Yes, but this Omicron wave is looking like being really steep and probably quite short due to its steepness. Over the holiday period, with many hubs closed and people less likely to get vaccinated - as we've seen every weekend, are enough going to get boosters in time to make a difference - other than to themselves? It's likely to play out before 3rd dose rates become significant. I personally think we should be back to early stages of vaccine program and just pushing through as many high risk individuals as quickly as possible.
 
Yes, but this Omicron wave is looking like being really steep and probably quite short due to its steepness. Over the holiday period, with many hubs closed and people less likely to get vaccinated - as we've seen every weekend, are enough going to get boosters in time to make a difference - other than to themselves? It's likely to play out before 3rd dose rates become significant. I personally think we should be back to early stages of vaccine program and just pushing through as many high risk individuals as quickly as possible.
I suspect Australia's omicron wave will be prolonged. We dont have the added luxury of many past infections. I think the wave will be high and stay high for months :(
I agree, get boosters into the high risk groups asap.
 
Well it does matter. Even a 10 percent reduction in rates of transmission is huge when you consider how quickly this thing snowballs. If 1 in 10 peope that would have otherwise gotten it, dont get it, then they cant pass it on to others.

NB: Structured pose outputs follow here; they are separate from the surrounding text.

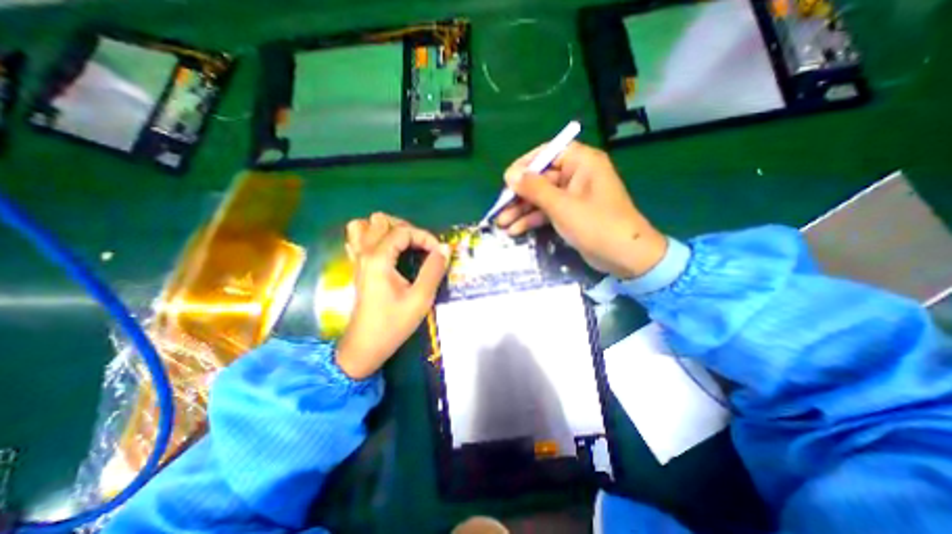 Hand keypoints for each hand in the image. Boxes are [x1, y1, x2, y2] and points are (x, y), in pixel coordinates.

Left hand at [335, 212, 450, 379]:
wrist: (366, 346)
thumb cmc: (393, 323)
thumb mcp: (420, 298)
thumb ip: (433, 270)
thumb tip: (445, 248)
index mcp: (379, 259)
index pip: (403, 231)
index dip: (425, 237)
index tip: (439, 252)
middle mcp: (365, 253)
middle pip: (381, 220)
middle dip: (406, 228)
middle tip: (422, 246)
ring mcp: (357, 259)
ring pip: (364, 226)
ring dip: (386, 229)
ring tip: (403, 243)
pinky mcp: (357, 267)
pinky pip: (358, 240)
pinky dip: (372, 237)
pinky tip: (386, 250)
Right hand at [495, 141, 664, 278]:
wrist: (625, 257)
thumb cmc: (596, 225)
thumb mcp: (562, 205)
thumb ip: (534, 188)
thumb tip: (510, 174)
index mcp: (581, 162)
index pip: (547, 153)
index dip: (525, 165)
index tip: (506, 179)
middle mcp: (577, 175)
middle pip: (541, 179)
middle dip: (519, 196)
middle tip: (499, 209)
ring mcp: (573, 196)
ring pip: (541, 198)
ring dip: (522, 210)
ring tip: (501, 224)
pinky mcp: (570, 214)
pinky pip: (547, 211)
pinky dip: (533, 220)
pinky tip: (515, 230) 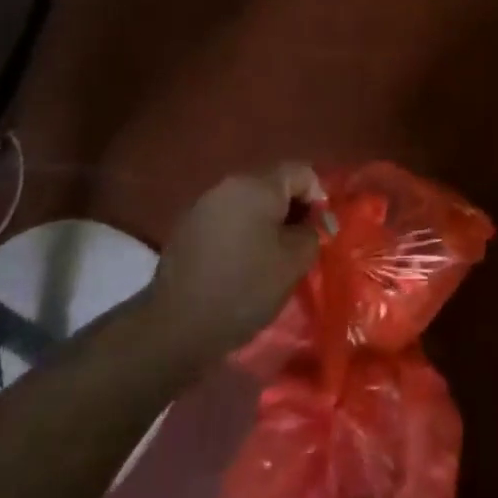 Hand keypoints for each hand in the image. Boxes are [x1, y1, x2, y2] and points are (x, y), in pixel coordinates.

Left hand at [148, 165, 321, 363]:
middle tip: (302, 245)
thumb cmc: (244, 288)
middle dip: (293, 210)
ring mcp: (204, 203)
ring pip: (249, 202)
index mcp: (257, 185)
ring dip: (267, 222)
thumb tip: (314, 222)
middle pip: (273, 184)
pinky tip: (243, 262)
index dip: (319, 196)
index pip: (300, 172)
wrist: (176, 325)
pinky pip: (228, 218)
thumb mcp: (293, 263)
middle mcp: (229, 184)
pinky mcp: (188, 226)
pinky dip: (243, 232)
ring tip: (274, 256)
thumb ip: (312, 233)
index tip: (321, 230) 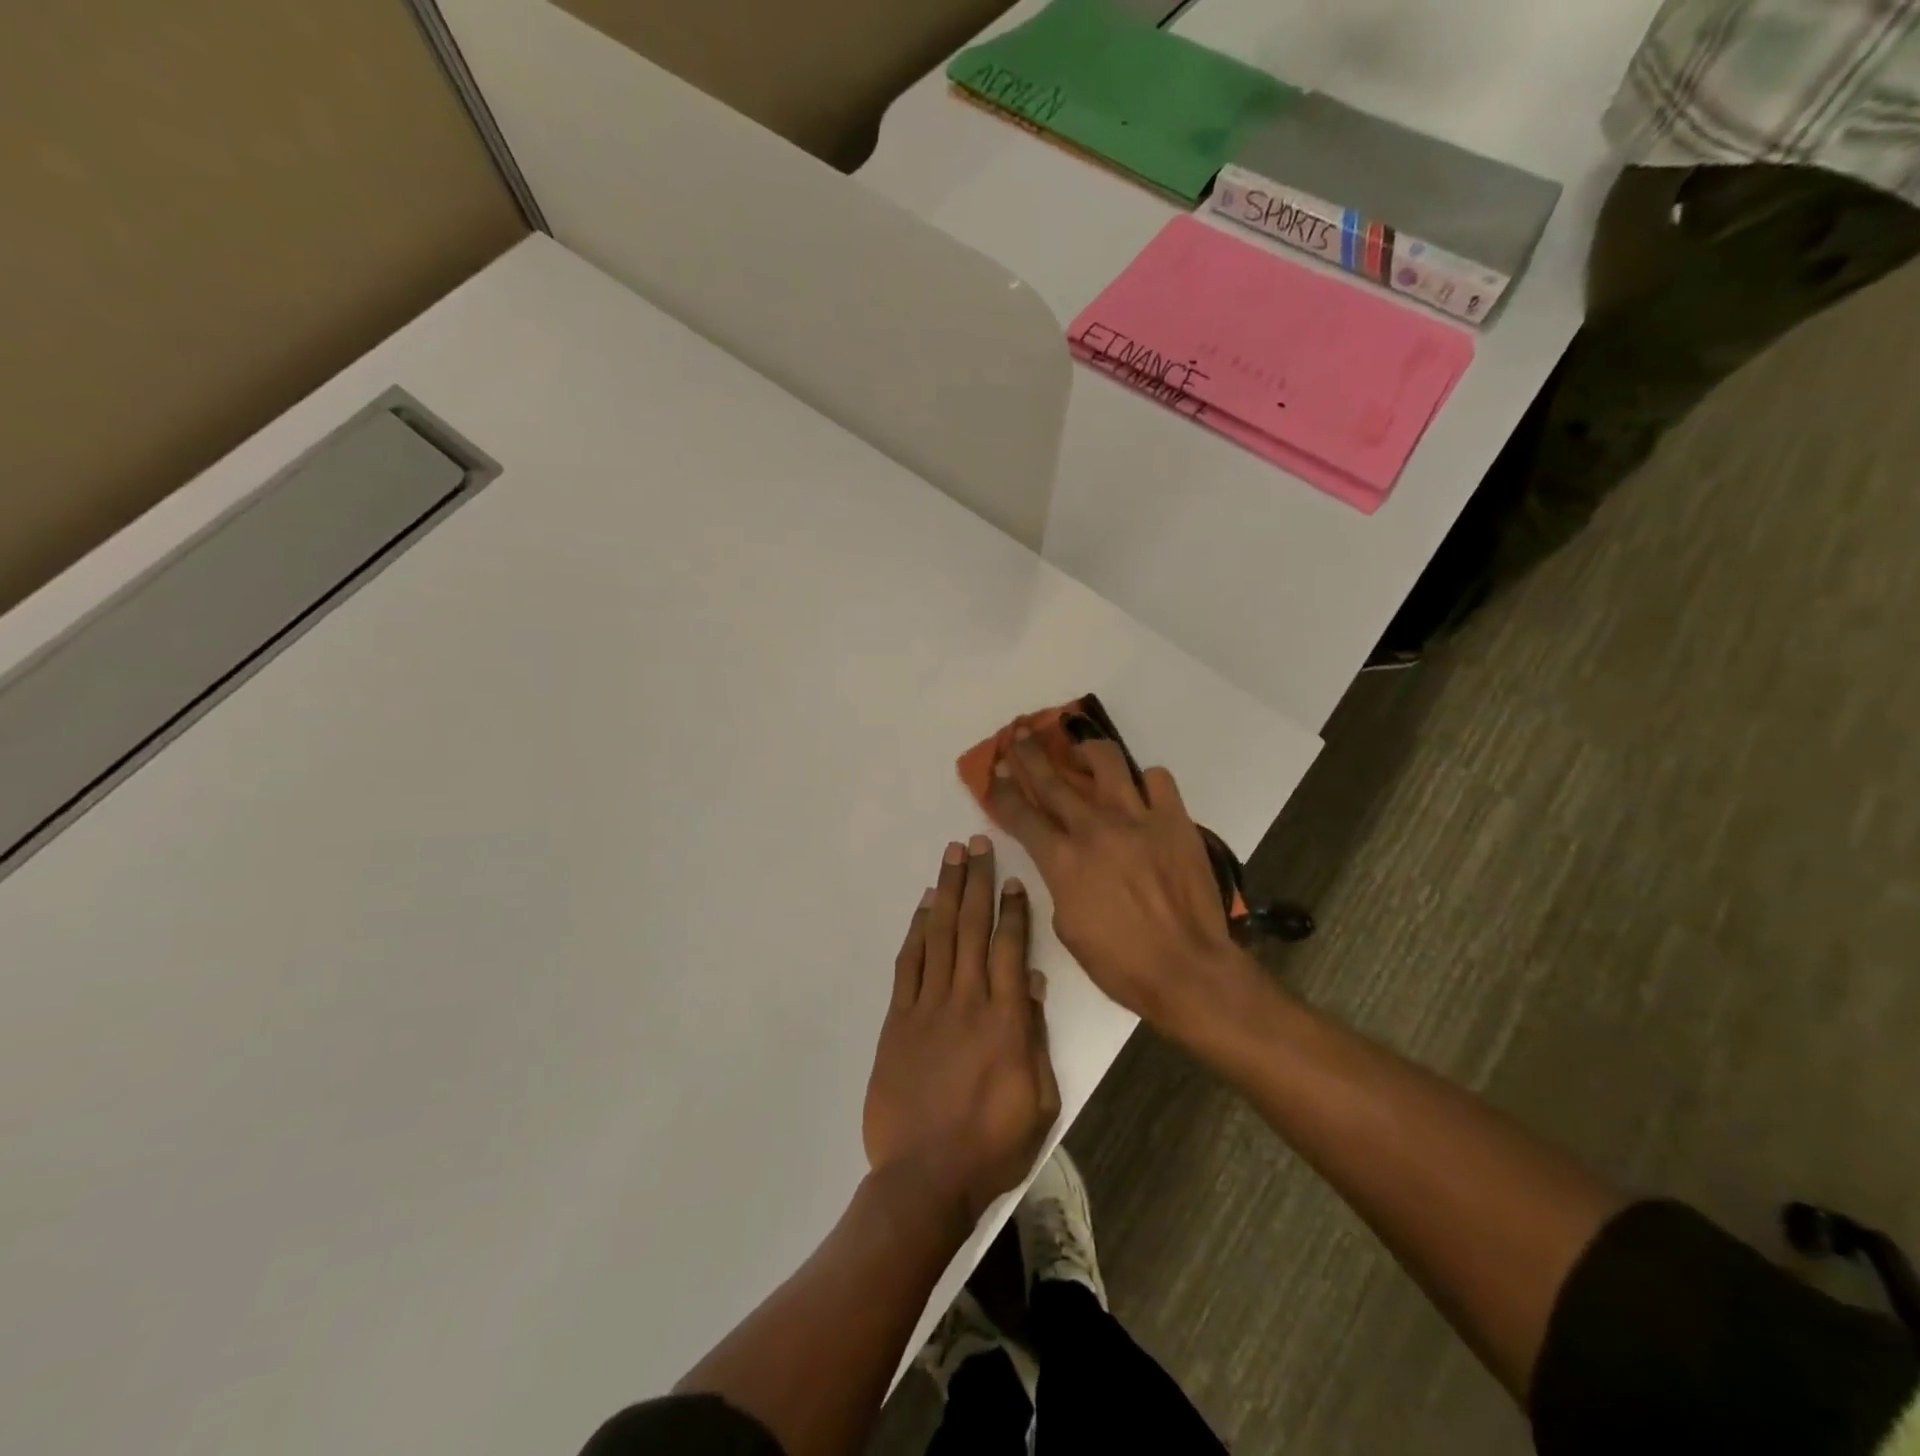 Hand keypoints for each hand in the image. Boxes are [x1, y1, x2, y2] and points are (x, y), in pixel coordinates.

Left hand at [863, 837, 1060, 1222]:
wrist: (925, 1178)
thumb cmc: (992, 1145)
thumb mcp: (1039, 1100)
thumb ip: (1035, 1036)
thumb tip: (1034, 983)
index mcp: (1006, 1020)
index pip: (1012, 949)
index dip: (1014, 910)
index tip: (1014, 879)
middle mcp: (967, 1000)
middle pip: (973, 927)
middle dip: (977, 881)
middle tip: (977, 843)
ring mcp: (928, 1007)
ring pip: (940, 935)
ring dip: (947, 892)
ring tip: (951, 857)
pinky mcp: (898, 1020)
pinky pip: (909, 964)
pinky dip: (917, 931)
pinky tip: (924, 907)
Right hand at [989, 728, 1257, 1036]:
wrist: (1187, 970)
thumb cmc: (1121, 963)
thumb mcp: (1068, 928)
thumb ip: (1059, 884)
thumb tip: (1063, 861)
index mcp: (1063, 860)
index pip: (1021, 814)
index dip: (1001, 791)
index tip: (992, 772)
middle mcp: (1095, 829)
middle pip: (1053, 779)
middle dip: (1028, 754)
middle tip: (1018, 733)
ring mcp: (1138, 819)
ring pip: (1106, 762)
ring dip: (1086, 749)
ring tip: (1080, 749)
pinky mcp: (1175, 821)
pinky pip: (1158, 780)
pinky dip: (1145, 780)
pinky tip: (1139, 790)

A more infectious (check) but less deadly (probable) variant is actually worse for our hospitals reaching capacity. As callous as it sounds, dead patients don't take up hospital beds or doctors time.

We're lucky in that this thing will be hitting us in Summer when we're outdoors more. That should slow it down as well.
Yeah they do. They are are usually in hospital on a ventilator for days and days before they die.
 
I'm suggesting that it's a tokenistic move at this stage.

I disagree. We're at the early stage, with still a lot not know about the new variant. That's a good enough reason to keep the mandates in place for now (as an added benefit they also push people into getting vaccinated).

If a month or so goes past, and hospitalizations remain low, and infections stabilize, we can back them off.